An average map of basolateral amygdala (BLA) functional connectivity is shown in A. A whole-brain voxel-wise regression revealed that the strength of connectivity between the BLA and mPFC was negatively correlated with both: anxiety levels (B, C) and BLA perfusion (D, E). In A, B, and D, voxels with positive connectivity with the BLA (A) or showing positive correlations between their connectivity with the BLA and anxiety levels (B) or BLA perfusion (D) are shown in warm colors; voxels with negative correlations are shown in cool colors. The scatter plots in C and E are derived from the accompanying voxel-wise regression maps shown in B and D and are presented for the purpose of illustrating the range of values only. Data are displayed at a threshold of p<.05. The clusters indicated with arrows in B and D met a cluster-wise correction (FWE, p<.05) within the ventral mPFC. The peaks of the clusters in B (4, 2, −7) and D (2, 4, −4) were localized to the posterior-most portion of the SGC (with both clusters extending into the hypothalamus) using two independent atlases (the Talairach and Tournoux Stereotaxic Atlas and the Wake Forrest University (WFU) PickAtlas ; see Methods).
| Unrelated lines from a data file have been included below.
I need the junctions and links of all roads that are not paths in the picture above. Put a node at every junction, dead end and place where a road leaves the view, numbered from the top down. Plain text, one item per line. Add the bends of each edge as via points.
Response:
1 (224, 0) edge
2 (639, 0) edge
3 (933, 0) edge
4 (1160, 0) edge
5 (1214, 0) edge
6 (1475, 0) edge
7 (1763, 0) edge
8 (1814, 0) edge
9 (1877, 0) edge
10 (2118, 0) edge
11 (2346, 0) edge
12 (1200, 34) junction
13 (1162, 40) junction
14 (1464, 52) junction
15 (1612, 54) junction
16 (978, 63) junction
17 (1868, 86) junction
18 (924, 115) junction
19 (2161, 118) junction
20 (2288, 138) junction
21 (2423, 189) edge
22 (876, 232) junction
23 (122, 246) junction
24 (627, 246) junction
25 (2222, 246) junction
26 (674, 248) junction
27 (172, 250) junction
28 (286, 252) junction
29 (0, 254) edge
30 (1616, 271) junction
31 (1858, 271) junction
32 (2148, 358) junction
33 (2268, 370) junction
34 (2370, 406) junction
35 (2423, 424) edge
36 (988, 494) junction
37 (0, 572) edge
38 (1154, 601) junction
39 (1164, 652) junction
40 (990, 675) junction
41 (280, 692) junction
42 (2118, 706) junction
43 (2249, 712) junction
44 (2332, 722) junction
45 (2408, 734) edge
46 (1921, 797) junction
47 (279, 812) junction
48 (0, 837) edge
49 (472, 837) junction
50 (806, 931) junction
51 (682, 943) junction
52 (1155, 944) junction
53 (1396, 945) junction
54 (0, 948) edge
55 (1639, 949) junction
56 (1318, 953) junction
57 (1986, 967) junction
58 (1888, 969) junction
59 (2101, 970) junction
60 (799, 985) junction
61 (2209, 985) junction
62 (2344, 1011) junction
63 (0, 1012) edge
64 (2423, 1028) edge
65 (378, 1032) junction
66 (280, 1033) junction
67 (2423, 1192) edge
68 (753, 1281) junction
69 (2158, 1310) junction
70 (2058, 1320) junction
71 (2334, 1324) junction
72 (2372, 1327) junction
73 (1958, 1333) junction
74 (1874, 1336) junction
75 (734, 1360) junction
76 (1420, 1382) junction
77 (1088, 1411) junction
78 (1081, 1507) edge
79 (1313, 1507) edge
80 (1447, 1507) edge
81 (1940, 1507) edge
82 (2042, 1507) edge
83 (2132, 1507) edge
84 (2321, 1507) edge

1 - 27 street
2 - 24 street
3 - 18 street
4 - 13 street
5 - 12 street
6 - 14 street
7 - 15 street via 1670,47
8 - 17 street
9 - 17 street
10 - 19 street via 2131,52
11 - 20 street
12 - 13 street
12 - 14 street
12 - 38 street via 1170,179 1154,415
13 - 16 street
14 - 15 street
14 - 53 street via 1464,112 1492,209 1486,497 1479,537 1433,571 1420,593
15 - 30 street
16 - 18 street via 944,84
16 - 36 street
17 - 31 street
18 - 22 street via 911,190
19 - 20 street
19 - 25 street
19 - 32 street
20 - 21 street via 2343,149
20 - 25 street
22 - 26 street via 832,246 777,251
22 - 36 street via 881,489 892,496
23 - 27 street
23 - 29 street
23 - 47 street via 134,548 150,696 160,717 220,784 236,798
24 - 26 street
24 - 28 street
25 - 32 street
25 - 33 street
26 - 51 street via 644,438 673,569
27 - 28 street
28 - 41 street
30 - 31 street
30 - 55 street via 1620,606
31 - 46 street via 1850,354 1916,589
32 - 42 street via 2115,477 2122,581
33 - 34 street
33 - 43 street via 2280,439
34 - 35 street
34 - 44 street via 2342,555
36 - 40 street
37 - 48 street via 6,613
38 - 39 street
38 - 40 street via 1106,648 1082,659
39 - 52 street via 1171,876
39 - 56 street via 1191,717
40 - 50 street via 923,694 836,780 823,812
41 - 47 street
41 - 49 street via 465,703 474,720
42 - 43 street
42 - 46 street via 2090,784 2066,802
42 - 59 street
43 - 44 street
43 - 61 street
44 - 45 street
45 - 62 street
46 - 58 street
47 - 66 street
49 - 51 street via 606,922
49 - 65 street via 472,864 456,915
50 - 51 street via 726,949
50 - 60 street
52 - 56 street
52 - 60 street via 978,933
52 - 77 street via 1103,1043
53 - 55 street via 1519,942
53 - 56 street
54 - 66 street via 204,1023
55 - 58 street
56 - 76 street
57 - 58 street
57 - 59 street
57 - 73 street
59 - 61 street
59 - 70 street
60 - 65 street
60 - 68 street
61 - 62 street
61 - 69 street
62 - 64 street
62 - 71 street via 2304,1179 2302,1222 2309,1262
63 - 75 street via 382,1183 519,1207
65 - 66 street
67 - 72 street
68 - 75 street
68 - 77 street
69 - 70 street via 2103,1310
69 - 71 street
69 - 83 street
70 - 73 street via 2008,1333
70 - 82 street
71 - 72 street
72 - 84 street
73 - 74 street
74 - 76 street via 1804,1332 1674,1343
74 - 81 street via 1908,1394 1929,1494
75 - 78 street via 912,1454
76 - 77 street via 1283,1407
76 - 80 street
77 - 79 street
Prior work further supports this localization; previously reported sites that have been localized to the SGC (BA25), as well as an architectonic mapping of BA25 , overlap with the two clusters reported here, with nearby peaks: 4, 2, −4 ; −2, 6, −6 ; −2, 8, −10 ; −3, 9, −6 ; −4, 9, −12 & 2, 11, −7 ; 0, 8, −16 . BLA, basolateral amygdala; FC, functional connectivity; Hy, hypothalamus; SGC, subgenual cingulate gyrus; mPFC, medial prefrontal cortex.

Figure 4. BLA perfusion mediates the relationship between BLA-mPFC connectivity and anxiety levels.

Mediation analyses revealed that BLA perfusion levels mediate the relationship between BLA-mPFC connectivity and anxiety (A: Model #1). In contrast, BLA-mPFC connectivity did not mediate the relationship between BLA perfusion levels and anxiety (B: Model #2). Values are unstandardized regression coefficients reflecting the direct (paths a, b, and c’) and total (path c) effects of each relationship in the mediation model. BLA, basolateral amygdala; mPFC, medial prefrontal cortex; *p<.05, **p<.01, †p<.001, ††p<.0001.